[Start of Attachment]

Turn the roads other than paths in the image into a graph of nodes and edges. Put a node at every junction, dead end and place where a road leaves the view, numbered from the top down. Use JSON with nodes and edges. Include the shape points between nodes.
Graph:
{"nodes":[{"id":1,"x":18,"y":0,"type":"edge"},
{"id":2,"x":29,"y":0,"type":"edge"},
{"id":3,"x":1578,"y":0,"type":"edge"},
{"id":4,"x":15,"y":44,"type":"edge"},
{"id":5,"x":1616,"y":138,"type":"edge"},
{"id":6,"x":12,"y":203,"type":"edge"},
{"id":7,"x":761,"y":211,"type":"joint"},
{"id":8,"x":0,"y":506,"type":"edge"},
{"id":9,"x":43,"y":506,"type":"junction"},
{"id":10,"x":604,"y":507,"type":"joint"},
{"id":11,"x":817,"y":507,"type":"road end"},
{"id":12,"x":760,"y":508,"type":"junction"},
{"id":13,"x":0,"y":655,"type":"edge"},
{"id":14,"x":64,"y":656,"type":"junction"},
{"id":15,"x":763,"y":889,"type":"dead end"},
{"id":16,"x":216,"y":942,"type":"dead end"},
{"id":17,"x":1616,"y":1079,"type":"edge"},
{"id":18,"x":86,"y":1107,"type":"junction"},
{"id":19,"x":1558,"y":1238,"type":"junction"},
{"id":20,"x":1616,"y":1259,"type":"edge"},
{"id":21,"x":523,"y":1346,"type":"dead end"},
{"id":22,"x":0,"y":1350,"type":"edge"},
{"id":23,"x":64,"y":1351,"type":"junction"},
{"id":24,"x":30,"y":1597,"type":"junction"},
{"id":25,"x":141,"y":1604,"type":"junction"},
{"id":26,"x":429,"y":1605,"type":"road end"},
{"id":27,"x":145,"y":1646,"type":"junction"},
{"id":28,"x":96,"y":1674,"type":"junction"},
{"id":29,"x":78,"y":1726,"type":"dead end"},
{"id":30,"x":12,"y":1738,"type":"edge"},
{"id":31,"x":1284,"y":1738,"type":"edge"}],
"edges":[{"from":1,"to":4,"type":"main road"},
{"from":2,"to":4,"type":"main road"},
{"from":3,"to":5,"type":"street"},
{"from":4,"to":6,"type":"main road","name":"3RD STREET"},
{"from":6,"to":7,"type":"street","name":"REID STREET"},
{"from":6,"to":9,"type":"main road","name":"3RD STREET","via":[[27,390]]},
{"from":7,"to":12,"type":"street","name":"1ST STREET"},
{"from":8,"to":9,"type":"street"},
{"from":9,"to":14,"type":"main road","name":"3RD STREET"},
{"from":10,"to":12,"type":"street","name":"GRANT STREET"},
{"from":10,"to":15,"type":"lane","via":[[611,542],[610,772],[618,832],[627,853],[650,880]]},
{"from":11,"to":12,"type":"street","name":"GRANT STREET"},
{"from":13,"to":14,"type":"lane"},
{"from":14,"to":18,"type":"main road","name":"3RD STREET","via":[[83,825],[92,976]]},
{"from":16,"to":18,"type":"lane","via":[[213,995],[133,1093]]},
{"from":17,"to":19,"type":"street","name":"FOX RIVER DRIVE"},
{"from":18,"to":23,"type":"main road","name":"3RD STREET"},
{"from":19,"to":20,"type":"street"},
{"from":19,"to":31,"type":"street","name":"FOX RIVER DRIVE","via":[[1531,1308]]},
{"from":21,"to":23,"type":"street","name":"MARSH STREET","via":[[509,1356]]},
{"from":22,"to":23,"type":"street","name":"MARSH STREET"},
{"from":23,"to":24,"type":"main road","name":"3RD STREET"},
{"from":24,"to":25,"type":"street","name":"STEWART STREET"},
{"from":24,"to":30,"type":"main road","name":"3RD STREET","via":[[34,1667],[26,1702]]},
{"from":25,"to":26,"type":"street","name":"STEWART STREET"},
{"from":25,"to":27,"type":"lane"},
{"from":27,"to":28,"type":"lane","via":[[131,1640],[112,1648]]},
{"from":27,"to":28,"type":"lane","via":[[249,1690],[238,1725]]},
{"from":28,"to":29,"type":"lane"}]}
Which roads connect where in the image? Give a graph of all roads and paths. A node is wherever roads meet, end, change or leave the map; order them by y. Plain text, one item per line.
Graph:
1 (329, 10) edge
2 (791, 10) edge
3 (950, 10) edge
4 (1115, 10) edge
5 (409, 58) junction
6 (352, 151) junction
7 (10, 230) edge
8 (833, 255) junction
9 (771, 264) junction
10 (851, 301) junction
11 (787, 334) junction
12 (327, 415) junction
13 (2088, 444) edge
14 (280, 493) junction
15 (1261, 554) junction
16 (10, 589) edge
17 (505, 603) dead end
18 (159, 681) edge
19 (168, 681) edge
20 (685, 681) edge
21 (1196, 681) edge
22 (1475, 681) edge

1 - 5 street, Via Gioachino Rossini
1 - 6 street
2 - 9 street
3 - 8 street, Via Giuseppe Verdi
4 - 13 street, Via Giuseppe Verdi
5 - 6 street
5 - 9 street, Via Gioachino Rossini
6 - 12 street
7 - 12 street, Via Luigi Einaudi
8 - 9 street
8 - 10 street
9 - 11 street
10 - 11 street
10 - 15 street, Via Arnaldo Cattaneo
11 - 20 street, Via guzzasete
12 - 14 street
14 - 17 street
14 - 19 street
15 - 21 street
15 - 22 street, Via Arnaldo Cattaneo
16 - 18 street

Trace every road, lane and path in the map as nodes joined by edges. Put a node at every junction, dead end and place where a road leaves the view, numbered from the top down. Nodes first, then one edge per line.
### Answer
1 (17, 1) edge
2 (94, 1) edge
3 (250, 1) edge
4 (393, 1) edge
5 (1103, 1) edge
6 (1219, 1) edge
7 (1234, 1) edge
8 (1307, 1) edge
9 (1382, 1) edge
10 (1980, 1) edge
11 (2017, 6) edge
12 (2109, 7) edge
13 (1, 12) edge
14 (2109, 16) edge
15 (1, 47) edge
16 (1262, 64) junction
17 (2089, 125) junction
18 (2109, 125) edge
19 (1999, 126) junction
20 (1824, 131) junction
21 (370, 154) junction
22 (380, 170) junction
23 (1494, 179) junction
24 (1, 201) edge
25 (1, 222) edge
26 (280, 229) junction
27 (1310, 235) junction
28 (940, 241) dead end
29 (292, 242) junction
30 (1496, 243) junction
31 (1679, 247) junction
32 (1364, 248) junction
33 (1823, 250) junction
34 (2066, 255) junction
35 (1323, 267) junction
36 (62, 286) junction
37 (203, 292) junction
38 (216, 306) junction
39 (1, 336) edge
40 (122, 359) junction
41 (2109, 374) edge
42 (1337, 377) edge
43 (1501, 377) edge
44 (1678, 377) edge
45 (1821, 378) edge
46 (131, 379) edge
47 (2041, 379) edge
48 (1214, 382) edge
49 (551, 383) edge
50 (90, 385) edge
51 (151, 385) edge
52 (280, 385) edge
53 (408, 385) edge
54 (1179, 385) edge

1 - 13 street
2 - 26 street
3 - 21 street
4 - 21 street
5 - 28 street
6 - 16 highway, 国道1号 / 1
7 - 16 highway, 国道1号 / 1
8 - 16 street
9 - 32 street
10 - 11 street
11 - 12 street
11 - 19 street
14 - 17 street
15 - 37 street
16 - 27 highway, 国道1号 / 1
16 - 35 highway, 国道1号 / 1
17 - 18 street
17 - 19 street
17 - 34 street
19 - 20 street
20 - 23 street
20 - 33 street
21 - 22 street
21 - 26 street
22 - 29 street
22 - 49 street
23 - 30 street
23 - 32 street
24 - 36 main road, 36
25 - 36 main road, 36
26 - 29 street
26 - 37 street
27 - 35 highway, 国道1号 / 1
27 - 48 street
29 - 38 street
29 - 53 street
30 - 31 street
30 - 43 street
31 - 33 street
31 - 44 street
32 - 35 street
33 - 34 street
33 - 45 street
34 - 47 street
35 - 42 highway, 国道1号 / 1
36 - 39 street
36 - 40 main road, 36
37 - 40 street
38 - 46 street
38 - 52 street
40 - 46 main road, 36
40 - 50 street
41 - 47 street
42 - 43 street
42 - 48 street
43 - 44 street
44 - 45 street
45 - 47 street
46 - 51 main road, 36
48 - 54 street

[End of Attachment]

Task instructions
Look through the material above. Copy each line where the word "Giuseppe" appears.

Solved problem
3 - 8 street, Via Giuseppe Verdi
4 - 13 street, Via Giuseppe Verdi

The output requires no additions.